Problem to solve >>
If a line in the listing below includes the word "nodes", pick it out.

**** Dataset

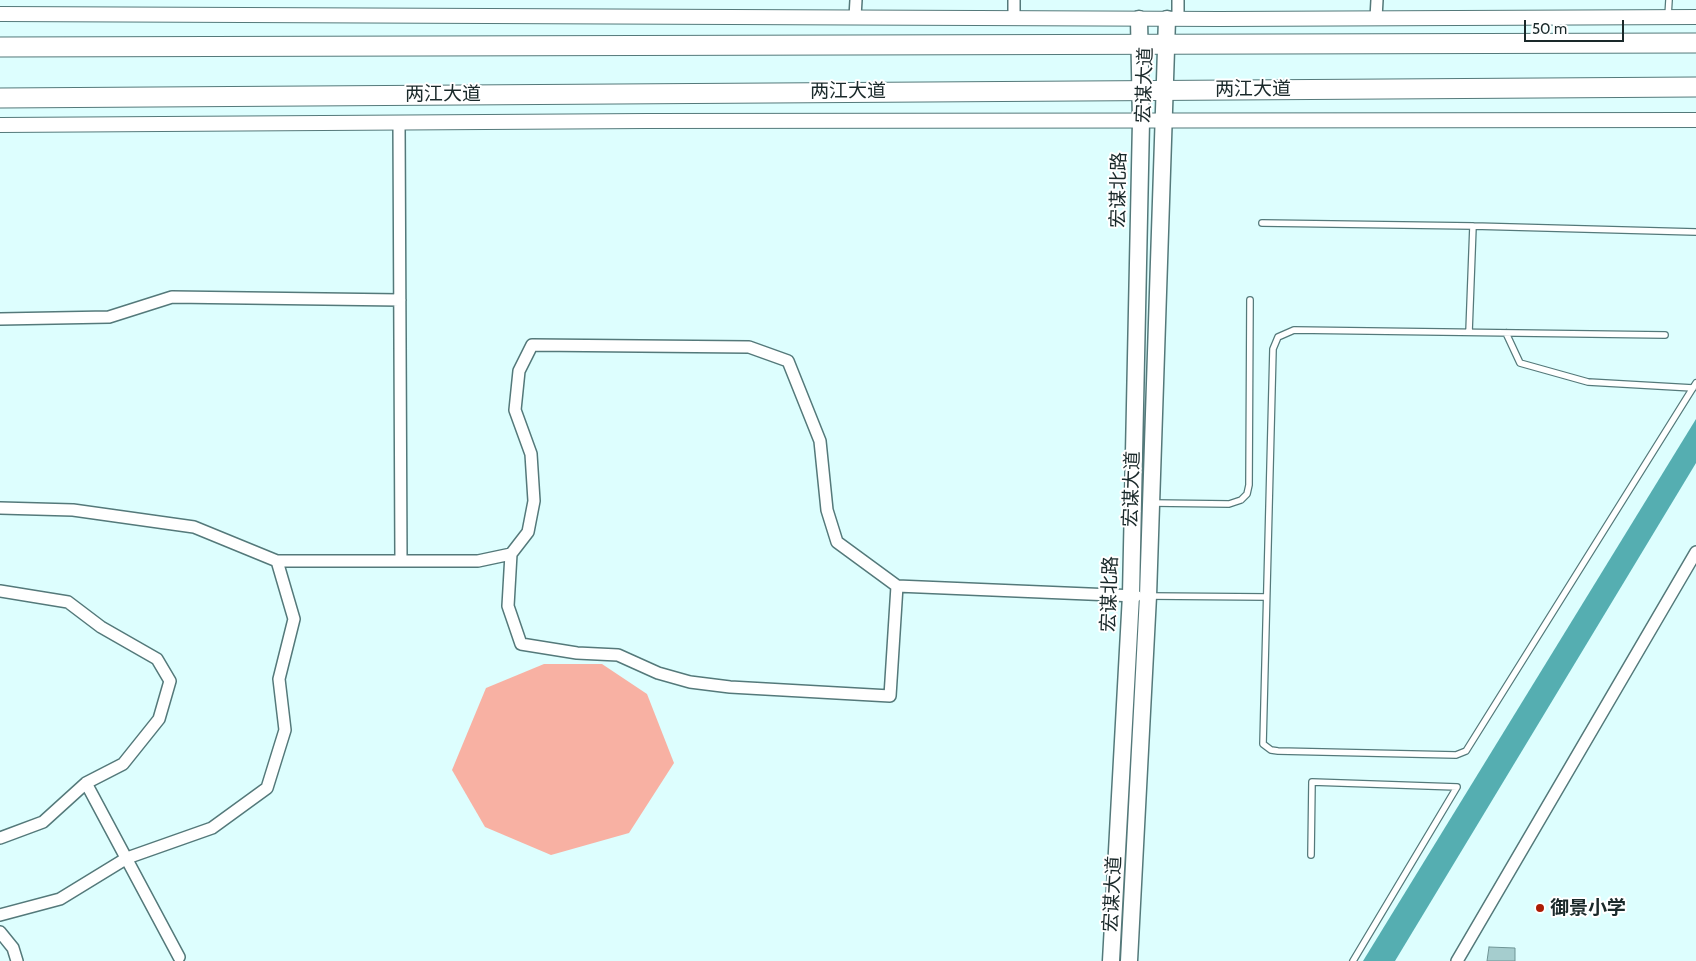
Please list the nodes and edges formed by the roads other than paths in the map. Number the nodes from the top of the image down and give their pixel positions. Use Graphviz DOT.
graph roads {
  1 [pos="856,0"];
  2 [pos="1014,0"];
  3 [pos="1178,0"];
  4 [pos="1377,0"];
  5 [pos="1669,0"];
  6 [pos="0,14"];
  7 [pos="856,17"];
  8 [pos="1696,17"];
  9 [pos="1014,18"];
  10 [pos="1376,18"];
  11 [pos="1668,18"];
  12 [pos="1139,19"];
  13 [pos="1172,19"];
  14 [pos="1696,43"];
  15 [pos="1139,44"];
  16 [pos="1166,44"];
  17 [pos="0,48"];
  18 [pos="1696,87"];
  19 [pos="1140,89"];
  20 [pos="1165,89"];
  21 [pos="0,98"];
  22 [pos="1696,120"];
  23 [pos="1141,121"];
  24 [pos="1164,121"];
  25 [pos="399,123"];
  26 [pos="0,125"];
  27 [pos="1262,223"];
  28 [pos="1473,226"];
  29 [pos="1696,232"];
  30 [pos="400,300"];
  31 [pos="1250,300"];
  32 [pos="0,319"];
  33 [pos="1469,332"];
  34 [pos="1506,333"];
  35 [pos="1665,335"];
  36 [pos="1694,386"];
  37 [pos="1151,503"];
  38 [pos="0,508"];
  39 [pos="1696,552"];
  40 [pos="511,554"];
  41 [pos="277,561"];
  42 [pos="401,561"];
  43 [pos="897,586"];
  44 [pos="0,591"];
  45 [pos="1131,595"];
  46 [pos="1148,596"];
  47 [pos="1266,597"];
  48 [pos="86,783"];
  49 [pos="0,838"];
  50 [pos="1311,856"];
  51 [pos="127,858"];
  52 [pos="0,915"];
  53 [pos="0,932"];
  54 [pos="179,957"];
  55 [pos="17,961"];
  56 [pos="1111,961"];
  57 [pos="1130,961"];
  58 [pos="1353,961"];
  59 [pos="1456,961"];
  1 -- 7 [label="street"];
  2 -- 9 [label="street"];
  3 -- 13 [label="street"];
  4 -- 10 [label="street"];
  5 -- 11 [label="lane"];
  6 -- 7 [label="street"];
  7 -- 9 [label="street"];
  8 -- 11 [label="street"];
  9 -- 12 [label="street"];
  10 -- 11 [label="street"];
  10 -- 13 [label="street"];
  12 -- 13 [label="street"];
  12 -- 15 [label="main road, 宏谋北路"];
  13 -- 16 [label="main road, 宏谋大道"];
  14 -- 16 [label="highway"];
  15 -- 16 [label="highway"];
  15 -- 17 [label="highway"];
  15 -- 19 [label="main road, 宏谋北路"];
  16 -- 20 [label="main road, 宏谋大道"];
  18 -- 20 [label="highway, 两江大道"];
  19 -- 20 [label="highway, 两江大道"];
  19 -- 21 [label="highway, 两江大道"];
  19 -- 23 [label="main road, 宏谋北路"];
  20 -- 24 [label="main road, 宏谋大道"];
  22 -- 24 [label="street"];
  23 -- 24 [label="street"];
  23 -- 25 [label="street"];
  23 -- 45 [label="main road, 宏谋北路"];
  24 -- 37 [label="main road, 宏谋大道"];
  25 -- 26 [label="street"];
  25 -- 30 [label="street"];
  27 -- 28 [label="lane"];
  28 -- 29 [label="lane"];
  28 -- 33 [label="lane"];
  30 -- 32 [label="street"];
  30 -- 42 [label="street"];
  31 -- 37 [label="lane"];
  33 -- 34 [label="lane"];
  33 -- 47 [label="lane"];
  34 -- 35 [label="lane"];
  34 -- 36 [label="lane"];
  36 -- 47 [label="lane"];
  37 -- 46 [label="main road, 宏谋大道"];
  38 -- 41 [label="street"];
  39 -- 59 [label="street"];
  40 -- 42 [label="street"];
  40 -- 43 [label="street"];
  40 -- 43 [label="street"];
  41 -- 42 [label="street"];
  41 -- 51 [label="street"];
  43 -- 45 [label="street"];
  44 -- 48 [label="street"];
  45 -- 46 [label="street"];
  45 -- 56 [label="main road, 宏谋北路"];
  46 -- 47 [label="lane"];
  46 -- 57 [label="main road, 宏谋大道"];
  48 -- 49 [label="street"];
  48 -- 51 [label="street"];
  50 -- 58 [label="lane"];
  51 -- 52 [label="street"];
  51 -- 54 [label="street"];
  53 -- 55 [label="street"];
}
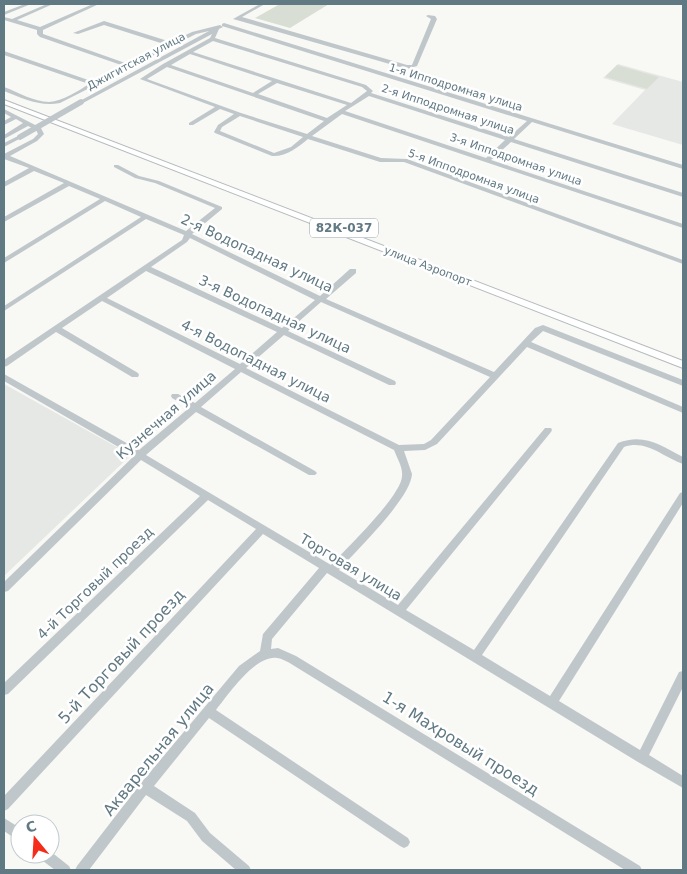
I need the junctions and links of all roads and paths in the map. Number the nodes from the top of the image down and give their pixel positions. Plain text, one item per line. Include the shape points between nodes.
1 (29, 4) edge
2 (52, 4) edge
3 (97, 4) edge
4 (263, 4) edge
5 (4, 14) edge
6 (428, 16) dead end
7 (4, 18) edge
8 (239, 18) junction
9 (12, 21) junction
10 (220, 27) junction
11 (40, 30) junction
12 (76, 33) dead end
13 (212, 39) junction
14 (171, 44) junction
15 (188, 52) junction
16 (4, 53) edge
17 (165, 65) junction
18 (128, 66) junction
19 (276, 80) junction
20 (94, 84) junction
21 (4, 89) edge
22 (368, 94) junction
23 (253, 95) junction
24 (4, 98) edge
25 (4, 102) edge
26 (82, 102) joint
27 (352, 105) junction
28 (219, 107) junction
29 (4, 111) edge
30 (342, 112) junction
31 (239, 114) junction
32 (16, 117) junction
33 (328, 120) junction
34 (531, 120) junction
35 (4, 123) edge
36 (28, 123) junction
37 (190, 124) dead end
38 (20, 136) joint
39 (306, 136) junction
40 (4, 137) edge
41 (510, 139) junction
42 (4, 145) edge
43 (5, 156) edge
44 (487, 160) junction
45 (116, 166) dead end
46 (683, 167) edge
47 (34, 168) junction
48 (69, 182) junction
49 (4, 185) edge
50 (683, 195) edge
51 (104, 199) junction
52 (220, 208) joint
53 (145, 218) junction
54 (4, 220) edge
55 (683, 226) edge
56 (187, 234) junction
57 (4, 261) edge
58 (683, 262) edge
59 (147, 268) junction
60 (353, 271) dead end
61 (102, 298) junction
62 (320, 299) junction
63 (4, 309) edge
64 (57, 329) junction
65 (283, 332) junction
66 (528, 344) junction
67 (683, 359) edge
68 (4, 364) edge
69 (683, 365) edge
70 (240, 369) junction
71 (135, 375) dead end
72 (496, 376) junction
73 (4, 377) edge
74 (392, 383) dead end
75 (683, 383) edge
76 (175, 396) dead end
77 (194, 408) junction
78 (683, 410) edge
79 (548, 430) dead end
80 (398, 448) junction
81 (140, 455) junction
82 (683, 461) edge
83 (312, 473) dead end
84 (206, 496) junction
85 (683, 496) edge
86 (262, 530) junction
87 (329, 568) junction
88 (4, 588) edge
89 (399, 611) junction
90 (265, 654) junction
91 (475, 657) junction
92 (683, 676) edge
93 (4, 690) edge
94 (552, 703) junction
95 (209, 712) junction
96 (642, 758) junction
97 (683, 782) edge
98 (145, 788) junction
99 (4, 805) edge
100 (404, 842) dead end
101 (81, 870) edge
102 (245, 870) edge
103 (636, 870) edge

1 - 5 street
2 - 9 street
3 - 11 street
4 - 8 street, Джигитская улица
6 - 8 street via 434,19 414,66 407,67
7 - 9 street
8 - 10 street, Джигитская улица
9 - 11 street
10 - 13 street
10 - 14 street via 203,30
10 - 26 street, Джигитская улица
10 - 34 street, 1-я Ипподромная улица
11 - 18 street via 42,36
12 - 14 street via 104,23
13 - 15 street
13 - 22 street, 2-я Ипподромная улица via 364,86 370,91
14 - 18 street
15 - 17 street
15 - 19 street
16 - 20 street
17 - 23 street
17 - 28 street, 5-я Ипподромная улица via 143,79
18 - 20 street
19 - 23 street
19 - 27 street
20 - 21 street via 52,105 42,105
22 - 27 street
22 - 41 street, 2-я Ипподромная улица
23 - 33 street
24 - 67 main road, улица Аэропорт / 82К-037
25 - 69 main road, улица Аэропорт
26 - 38 street, Джигитская улица, bridge
27 - 30 street
28 - 31 street, 5-я Ипподромная улица
28 - 37 street
29 - 32 street
30 - 33 street
30 - 44 street, 3-я Ипподромная улица
31 - 39 street, 5-я Ипподромная улица
31 - 39 street via 220,126 217,132 270,155 286,151
32 - 35 street
32 - 36 street
33 - 39 street
34 - 41 street
34 - 46 street, 1-я Ипподромная улица
36 - 40 street
36 - 43 street via 38,129 39,137
38 - 42 street
39 - 58 street, 5-я Ипподромная улица via 380,160 405,160
41 - 44 street
41 - 50 street, 2-я Ипподромная улица
43 - 47 street, 2-я Водопадная улица
44 - 55 street, 3-я Ипподромная улица
45 - 52 street
47 - 48 street, 2-я Водопадная улица
47 - 49 street
48 - 51 street, 2-я Водопадная улица
48 - 54 street
51 - 53 street, 2-я Водопадная улица
51 - 57 street
52 - 56 street
53 - 56 street, 2-я Водопадная улица
53 - 63 street
56 - 59 street via 185,241
56 - 62 street, 2-я Водопадная улица
59 - 61 street
59 - 65 street, 3-я Водопадная улица
60 - 62 street, Кузнечная улица
61 - 64 street
61 - 70 street, 4-я Водопадная улица
62 - 65 street, Кузнечная улица
62 - 72 street, 2-я Водопадная улица
64 - 68 street
64 - 71 street
65 - 70 street, Кузнечная улица
65 - 74 street, 3-я Водопадная улица
66 - 72 street
66 - 75 street via 538,330 550,329
66 - 78 street
70 - 77 street, Кузнечная улица
70 - 80 street, 4-я Водопадная улица
72 - 80 street via 434,442 425,447
73 - 81 street, Торговая улица
76 - 77 street
77 - 81 street, Кузнечная улица
77 - 83 street
79 - 89 street
80 - 87 street via 406,467 404,485 392,503
81 - 84 street, Торговая улица
81 - 88 street, Кузнечная улица
82 - 91 street via 644,442 630,440 621,445
84 - 86 street, Торговая улица
84 - 93 street, 4-й Торговый проезд
85 - 94 street
86 - 87 street, Торговая улица
86 - 99 street, 5-й Торговый проезд
87 - 89 street, Торговая улица
87 - 90 street via 267,638
89 - 91 street, Торговая улица
90 - 95 street, Акварельная улица via 243,669
90 - 103 street, 1-я Махровый проезд via 278,653 292,659
91 - 94 street, Торговая улица
92 - 96 street
94 - 96 street, Торговая улица
95 - 98 street, Акварельная улица
95 - 100 street
96 - 97 street, Торговая улица
98 - 101 street, Акварельная улица
98 - 102 street via 191,817 206,837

********

Solution to this exercise >>
Please list the nodes and edges formed by the roads other than paths in the map. Number the nodes from the top of the image down and give their pixel positions. Use Graphviz DOT.
I need the junctions and links of all roads and paths in the map. Number the nodes from the top of the image down and give their pixel positions. Plain text, one item per line. Include the shape points between nodes.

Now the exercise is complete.